Information provided -
%%
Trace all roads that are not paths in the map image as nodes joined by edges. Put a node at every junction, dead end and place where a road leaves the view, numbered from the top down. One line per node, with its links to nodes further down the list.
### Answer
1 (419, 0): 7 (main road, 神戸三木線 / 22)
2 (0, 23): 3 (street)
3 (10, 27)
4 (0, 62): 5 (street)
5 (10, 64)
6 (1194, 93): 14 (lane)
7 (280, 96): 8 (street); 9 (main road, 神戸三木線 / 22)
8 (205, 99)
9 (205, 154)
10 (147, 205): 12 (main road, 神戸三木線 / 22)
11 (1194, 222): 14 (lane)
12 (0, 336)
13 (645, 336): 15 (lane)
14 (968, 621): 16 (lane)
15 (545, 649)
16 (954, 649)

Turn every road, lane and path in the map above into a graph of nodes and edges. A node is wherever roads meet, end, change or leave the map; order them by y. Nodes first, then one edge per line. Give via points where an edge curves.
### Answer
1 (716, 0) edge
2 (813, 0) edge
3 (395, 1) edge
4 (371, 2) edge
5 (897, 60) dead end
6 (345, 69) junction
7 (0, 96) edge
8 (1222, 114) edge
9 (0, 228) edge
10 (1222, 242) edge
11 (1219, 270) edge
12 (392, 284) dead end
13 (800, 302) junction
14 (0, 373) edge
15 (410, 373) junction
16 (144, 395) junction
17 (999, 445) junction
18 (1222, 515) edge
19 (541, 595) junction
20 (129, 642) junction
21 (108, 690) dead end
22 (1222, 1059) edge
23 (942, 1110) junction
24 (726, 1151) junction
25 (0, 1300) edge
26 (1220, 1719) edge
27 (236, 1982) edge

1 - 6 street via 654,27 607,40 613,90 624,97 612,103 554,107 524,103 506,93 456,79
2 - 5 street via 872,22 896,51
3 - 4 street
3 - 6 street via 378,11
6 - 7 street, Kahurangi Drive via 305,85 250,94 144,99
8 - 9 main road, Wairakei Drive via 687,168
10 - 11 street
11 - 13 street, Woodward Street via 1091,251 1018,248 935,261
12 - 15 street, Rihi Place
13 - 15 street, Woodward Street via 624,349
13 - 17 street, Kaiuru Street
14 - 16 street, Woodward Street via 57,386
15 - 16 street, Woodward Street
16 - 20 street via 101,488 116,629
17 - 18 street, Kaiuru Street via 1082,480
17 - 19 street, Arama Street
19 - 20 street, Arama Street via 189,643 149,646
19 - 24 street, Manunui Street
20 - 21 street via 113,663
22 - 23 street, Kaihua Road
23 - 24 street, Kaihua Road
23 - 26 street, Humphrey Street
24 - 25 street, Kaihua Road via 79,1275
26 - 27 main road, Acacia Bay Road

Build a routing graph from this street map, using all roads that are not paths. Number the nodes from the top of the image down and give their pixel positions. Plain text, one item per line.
%%
Exercise goal -
Return every line of the preceding records in which the word "roads" appears.

Output for this task -
Trace all roads that are not paths in the map image as nodes joined by edges. Put a node at every junction, dead end and place where a road leaves the view, numbered from the top down. One line per node, with its links to nodes further down the list.
Turn every road, lane and path in the map above into a graph of nodes and edges. A node is wherever roads meet, end, change or leave the map; order them by y. Nodes first, then one edge per line. Give via points where an edge curves.
Build a routing graph from this street map, using all roads that are not paths. Number the nodes from the top of the image down and give their pixel positions. Plain text, one item per line.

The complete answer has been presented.